### Problem requirements
Type out the records again, exactly as they are.

◆ ◆ ◆ ◆

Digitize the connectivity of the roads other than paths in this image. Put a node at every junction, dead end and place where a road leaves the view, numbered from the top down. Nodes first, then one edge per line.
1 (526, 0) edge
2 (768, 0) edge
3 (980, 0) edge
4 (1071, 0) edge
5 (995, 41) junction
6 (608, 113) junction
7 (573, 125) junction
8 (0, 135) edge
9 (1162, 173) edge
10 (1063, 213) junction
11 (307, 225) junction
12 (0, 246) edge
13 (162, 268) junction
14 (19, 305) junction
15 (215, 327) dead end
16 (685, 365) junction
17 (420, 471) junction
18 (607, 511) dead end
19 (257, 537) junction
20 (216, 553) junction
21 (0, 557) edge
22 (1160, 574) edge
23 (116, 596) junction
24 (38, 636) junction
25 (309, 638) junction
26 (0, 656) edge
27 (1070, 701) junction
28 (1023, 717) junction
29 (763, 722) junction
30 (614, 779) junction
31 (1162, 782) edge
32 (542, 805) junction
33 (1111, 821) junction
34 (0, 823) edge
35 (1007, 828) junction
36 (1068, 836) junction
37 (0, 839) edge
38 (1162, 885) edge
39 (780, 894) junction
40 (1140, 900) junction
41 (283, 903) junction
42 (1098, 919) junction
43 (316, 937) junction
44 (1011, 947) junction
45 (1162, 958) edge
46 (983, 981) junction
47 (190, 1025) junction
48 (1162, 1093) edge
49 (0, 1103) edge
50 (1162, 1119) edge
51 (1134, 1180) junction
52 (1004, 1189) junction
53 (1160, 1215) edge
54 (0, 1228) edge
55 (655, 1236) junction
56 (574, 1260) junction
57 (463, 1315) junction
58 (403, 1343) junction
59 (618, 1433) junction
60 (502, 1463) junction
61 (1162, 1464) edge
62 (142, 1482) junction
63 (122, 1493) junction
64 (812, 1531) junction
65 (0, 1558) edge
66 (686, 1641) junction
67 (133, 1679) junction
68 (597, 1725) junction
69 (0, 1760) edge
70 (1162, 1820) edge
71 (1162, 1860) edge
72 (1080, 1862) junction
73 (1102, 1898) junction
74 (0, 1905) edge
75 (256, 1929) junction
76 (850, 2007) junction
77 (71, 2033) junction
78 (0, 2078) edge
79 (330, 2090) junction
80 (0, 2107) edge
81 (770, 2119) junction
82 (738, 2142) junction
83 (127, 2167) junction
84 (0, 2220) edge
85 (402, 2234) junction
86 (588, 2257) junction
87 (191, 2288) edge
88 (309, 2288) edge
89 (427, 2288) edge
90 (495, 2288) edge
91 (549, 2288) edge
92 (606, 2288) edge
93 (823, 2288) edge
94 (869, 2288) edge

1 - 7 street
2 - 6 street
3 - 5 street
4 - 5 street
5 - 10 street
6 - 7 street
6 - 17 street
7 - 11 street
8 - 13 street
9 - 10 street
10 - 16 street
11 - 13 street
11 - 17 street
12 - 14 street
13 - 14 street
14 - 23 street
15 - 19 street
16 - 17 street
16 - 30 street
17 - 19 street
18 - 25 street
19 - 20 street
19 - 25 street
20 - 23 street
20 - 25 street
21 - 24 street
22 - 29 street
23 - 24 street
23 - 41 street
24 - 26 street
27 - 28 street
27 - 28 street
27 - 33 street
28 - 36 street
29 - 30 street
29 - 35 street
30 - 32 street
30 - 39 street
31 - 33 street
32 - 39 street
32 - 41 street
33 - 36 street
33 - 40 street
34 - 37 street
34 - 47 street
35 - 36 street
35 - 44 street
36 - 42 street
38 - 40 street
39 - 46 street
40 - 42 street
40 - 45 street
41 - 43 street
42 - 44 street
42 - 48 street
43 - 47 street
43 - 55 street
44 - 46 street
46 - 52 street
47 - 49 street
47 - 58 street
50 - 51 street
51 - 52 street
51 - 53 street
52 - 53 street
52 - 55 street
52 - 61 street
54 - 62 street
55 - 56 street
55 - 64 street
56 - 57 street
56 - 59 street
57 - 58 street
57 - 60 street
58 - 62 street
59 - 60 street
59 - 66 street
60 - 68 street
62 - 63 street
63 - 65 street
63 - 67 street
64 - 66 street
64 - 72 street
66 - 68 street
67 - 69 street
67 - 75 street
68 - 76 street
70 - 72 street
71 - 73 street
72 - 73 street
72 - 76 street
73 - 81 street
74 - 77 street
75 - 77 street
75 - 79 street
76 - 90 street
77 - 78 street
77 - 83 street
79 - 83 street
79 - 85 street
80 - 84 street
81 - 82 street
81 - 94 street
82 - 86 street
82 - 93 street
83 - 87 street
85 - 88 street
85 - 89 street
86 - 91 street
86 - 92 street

◆ ◆ ◆ ◆

### Exercise output
Digitize the connectivity of the roads other than paths in this image. Put a node at every junction, dead end and place where a road leaves the view, numbered from the top down. Nodes first, then one edge per line.
1 (526, 0) edge
2 (768, 0) edge
3 (980, 0) edge
4 (1071, 0) edge
5 (995, 41) junction
6 (608, 113) junction
7 (573, 125) junction
8 (0, 135) edge
9 (1162, 173) edge
10 (1063, 213) junction
11 (307, 225) junction
12 (0, 246) edge
13 (162, 268) junction
14 (19, 305) junction
15 (215, 327) dead end
16 (685, 365) junction
17 (420, 471) junction
18 (607, 511) dead end
19 (257, 537) junction
20 (216, 553) junction
21 (0, 557) edge
22 (1160, 574) edge
23 (116, 596) junction
24 (38, 636) junction
25 (309, 638) junction
26 (0, 656) edge
27 (1070, 701) junction
28 (1023, 717) junction
29 (763, 722) junction
30 (614, 779) junction
31 (1162, 782) edge
32 (542, 805) junction
33 (1111, 821) junction
34 (0, 823) edge
35 (1007, 828) junction
36 (1068, 836) junction
37 (0, 839) edge
38 (1162, 885) edge
39 (780, 894) junction
40 (1140, 900) junction
41 (283, 903) junction
42 (1098, 919) junction
43 (316, 937) junction
44 (1011, 947) junction
45 (1162, 958) edge
46 (983, 981) junction
47 (190, 1025) junction
48 (1162, 1093) edge
49 (0, 1103) edge
50 (1162, 1119) edge
51 (1134, 1180) junction
52 (1004, 1189) junction
53 (1160, 1215) edge
54 (0, 1228) edge
55 (655, 1236) junction
56 (574, 1260) junction
57 (463, 1315) junction
58 (403, 1343) junction
59 (618, 1433) junction
60 (502, 1463) junction
61 (1162, 1464) edge
62 (142, 1482) junction
63 (122, 1493) junction
64 (812, 1531) junction
65 (0, 1558) edge
66 (686, 1641) junction
67 (133, 1679) junction
68 (597, 1725) junction
69 (0, 1760) edge
70 (1162, 1820) edge
71 (1162, 1860) edge
72 (1080, 1862) junction
73 (1102, 1898) junction
74 (0, 1905) edge
75 (256, 1929) junction
76 (850, 2007) junction
77 (71, 2033) junction
78 (0, 2078) edge
79 (330, 2090) junction
80 (0, 2107) edge
81 (770, 2119) junction
82 (738, 2142) junction
83 (127, 2167) junction
84 (0, 2220) edge
85 (402, 2234) junction
86 (588, 2257) junction
87 (191, 2288) edge
88 (309, 2288) edge
89 (427, 2288) edge
90 (495, 2288) edge
91 (549, 2288) edge
92 (606, 2288) edge
93 (823, 2288) edge
94 (869, 2288) edge

1 - 7 street
2 - 6 street
3 - 5 street
4 - 5 street
5 - 10 street
6 - 7 street
6 - 17 street
7 - 11 street
8 - 13 street
9 - 10 street
10 - 16 street
11 - 13 street
11 - 17 street
12 - 14 street
13 - 14 street
14 - 23 street
15 - 19 street
16 - 17 street
16 - 30 street
17 - 19 street
18 - 25 street
19 - 20 street
19 - 25 street
20 - 23 street
20 - 25 street
21 - 24 street
22 - 29 street
23 - 24 street
23 - 41 street
24 - 26 street
27 - 28 street
27 - 28 street
27 - 33 street
28 - 36 street
29 - 30 street
29 - 35 street
30 - 32 street
30 - 39 street
31 - 33 street
32 - 39 street
32 - 41 street
33 - 36 street
33 - 40 street
34 - 37 street
34 - 47 street
35 - 36 street
35 - 44 street
36 - 42 street
38 - 40 street
39 - 46 street
40 - 42 street
40 - 45 street
41 - 43 street
42 - 44 street
42 - 48 street
43 - 47 street
43 - 55 street
44 - 46 street
46 - 52 street
47 - 49 street
47 - 58 street
50 - 51 street
51 - 52 street
51 - 53 street
52 - 53 street
52 - 55 street
52 - 61 street
54 - 62 street
55 - 56 street
55 - 64 street
56 - 57 street
56 - 59 street
57 - 58 street
57 - 60 street
58 - 62 street
59 - 60 street
59 - 66 street
60 - 68 street
62 - 63 street
63 - 65 street
63 - 67 street
64 - 66 street
64 - 72 street
66 - 68 street
67 - 69 street
67 - 75 street
68 - 76 street
70 - 72 street
71 - 73 street
72 - 73 street
72 - 76 street
73 - 81 street
74 - 77 street
75 - 77 street
75 - 79 street
76 - 90 street
77 - 78 street
77 - 83 street
79 - 83 street
79 - 85 street
80 - 84 street
81 - 82 street
81 - 94 street
82 - 86 street
82 - 93 street
83 - 87 street
85 - 88 street
85 - 89 street
86 - 91 street
86 - 92 street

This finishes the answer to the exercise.